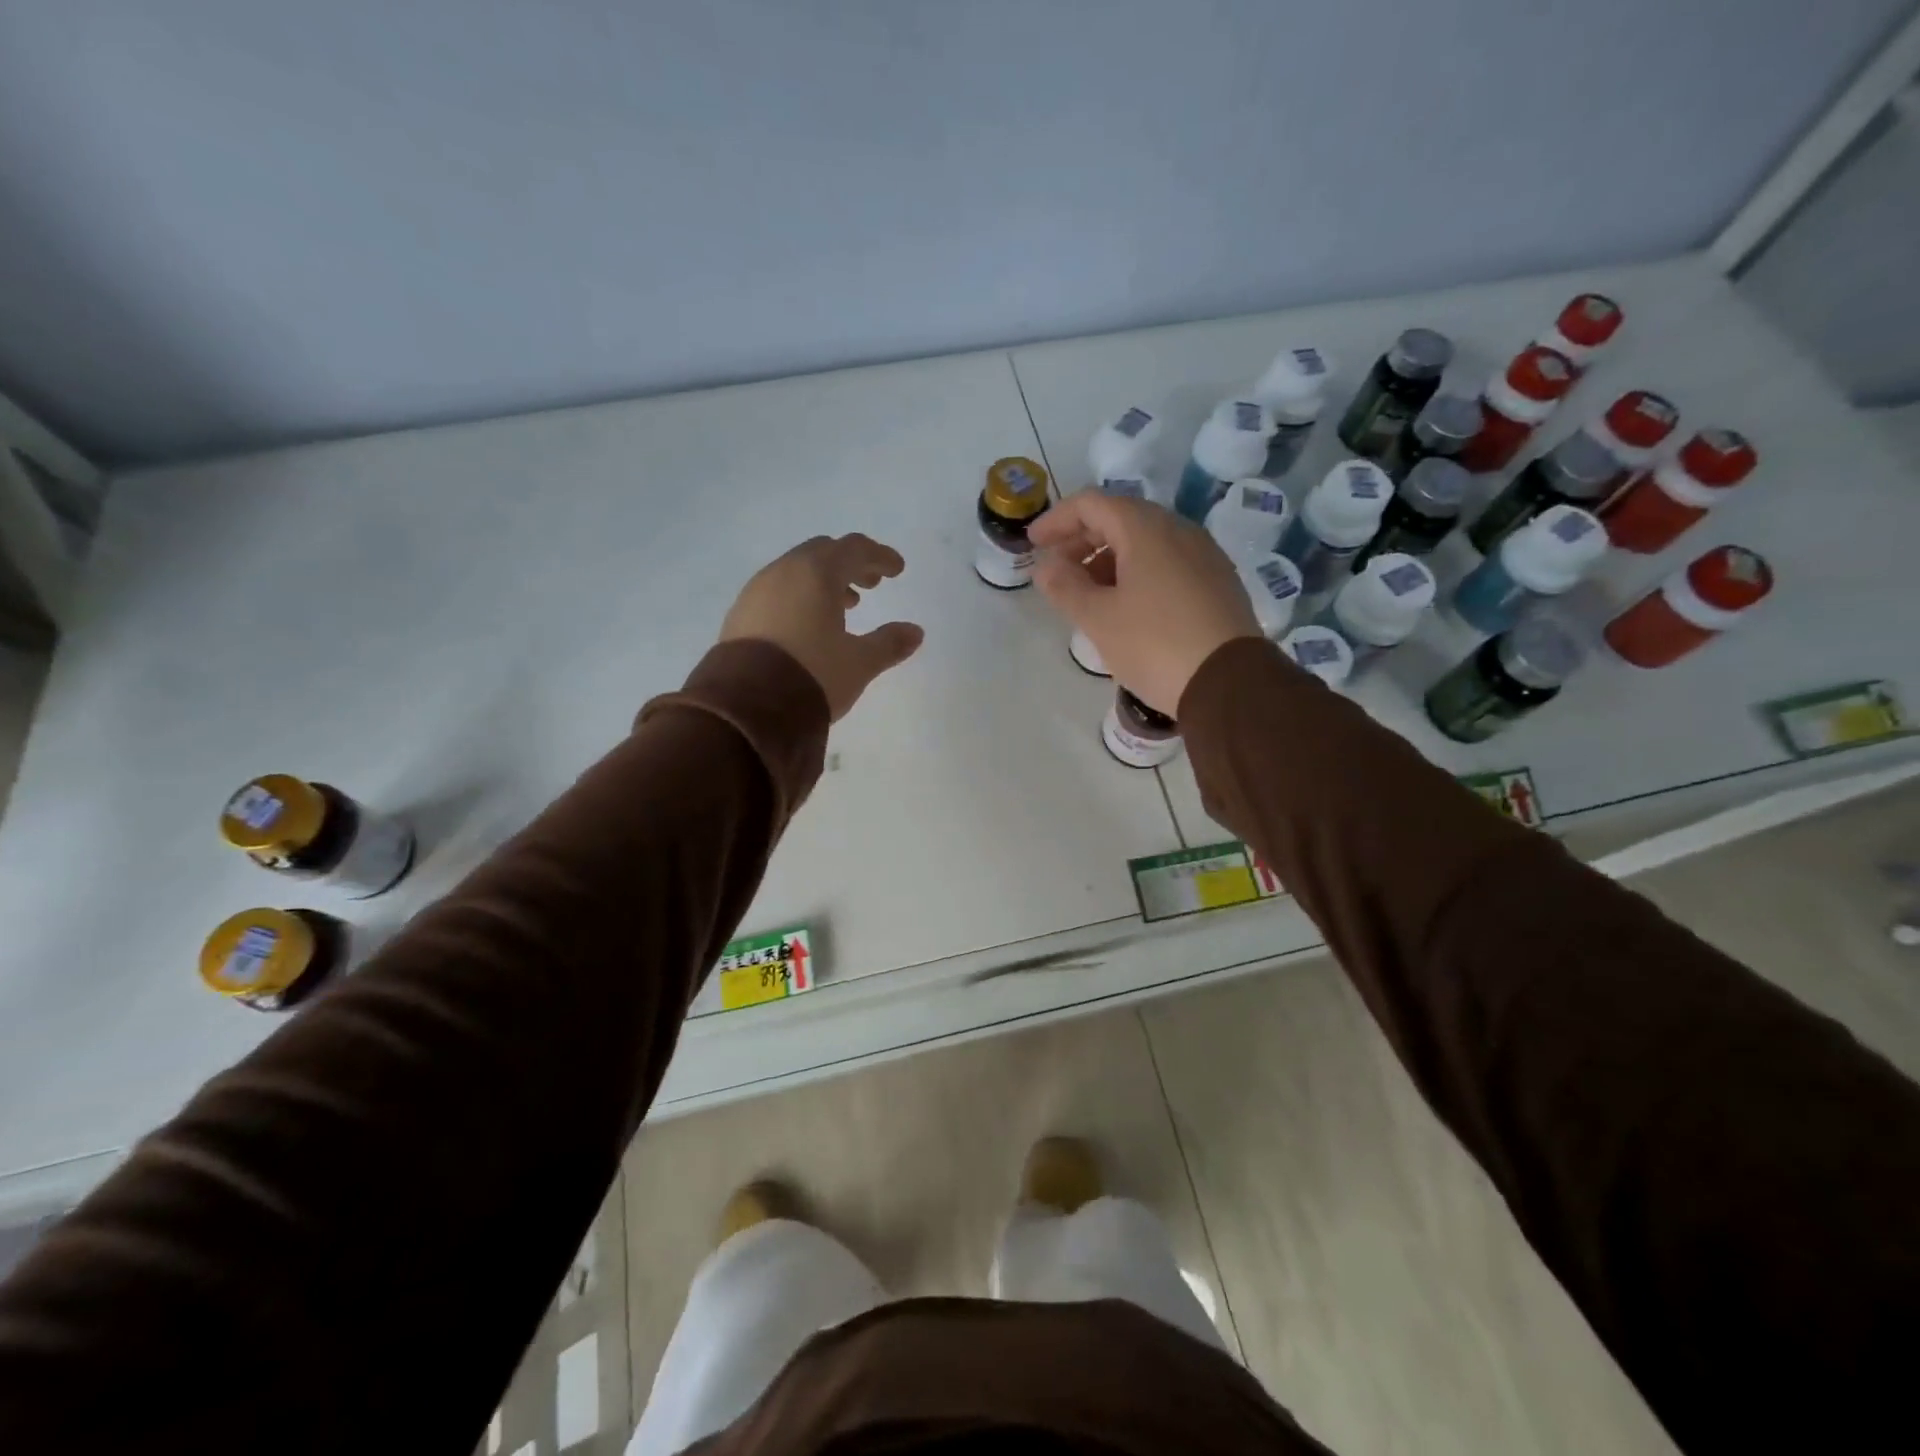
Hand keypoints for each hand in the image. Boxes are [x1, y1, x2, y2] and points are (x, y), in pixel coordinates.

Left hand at [721, 534, 924, 720]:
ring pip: (797, 571)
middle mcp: (783, 572)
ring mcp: (756, 591)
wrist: (747, 707)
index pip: (854, 549)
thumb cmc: (812, 674)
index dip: (879, 556)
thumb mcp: (859, 662)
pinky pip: (777, 591)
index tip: (897, 570)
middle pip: (823, 552)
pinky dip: (800, 596)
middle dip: (850, 564)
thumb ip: (889, 643)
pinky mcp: (740, 614)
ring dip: (824, 581)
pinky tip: (808, 624)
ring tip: (845, 607)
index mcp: (817, 573)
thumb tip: (915, 632)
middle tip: (871, 585)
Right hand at [1030, 493, 1259, 715]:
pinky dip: (1137, 572)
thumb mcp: (1098, 618)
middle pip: (1120, 518)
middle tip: (1057, 570)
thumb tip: (1045, 567)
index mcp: (1146, 529)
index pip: (1092, 504)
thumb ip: (1065, 587)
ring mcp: (1204, 555)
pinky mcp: (1218, 582)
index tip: (1033, 544)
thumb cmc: (1154, 645)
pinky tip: (1126, 605)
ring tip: (1087, 593)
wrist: (1229, 684)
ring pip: (1146, 542)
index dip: (1057, 520)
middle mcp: (1179, 530)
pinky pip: (1167, 562)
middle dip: (1082, 540)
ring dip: (1109, 558)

—————

PROMPT: Print again, exactly, the lines of the records above from the first line through the line with "thumb cmc: (812, 674)". No pictures.

WRITTEN ANSWER:
Hand keypoints for each hand in the image. Boxes are [x1, y1, x2, y2] and points are (x, y), in pixel coordinates.

Left hand at [721, 534, 924, 720]:
ring pip: (797, 571)
middle mcp: (783, 572)
ring mcp: (756, 591)
wrist: (747, 707)
index pip: (854, 549)
thumb cmc: (812, 674)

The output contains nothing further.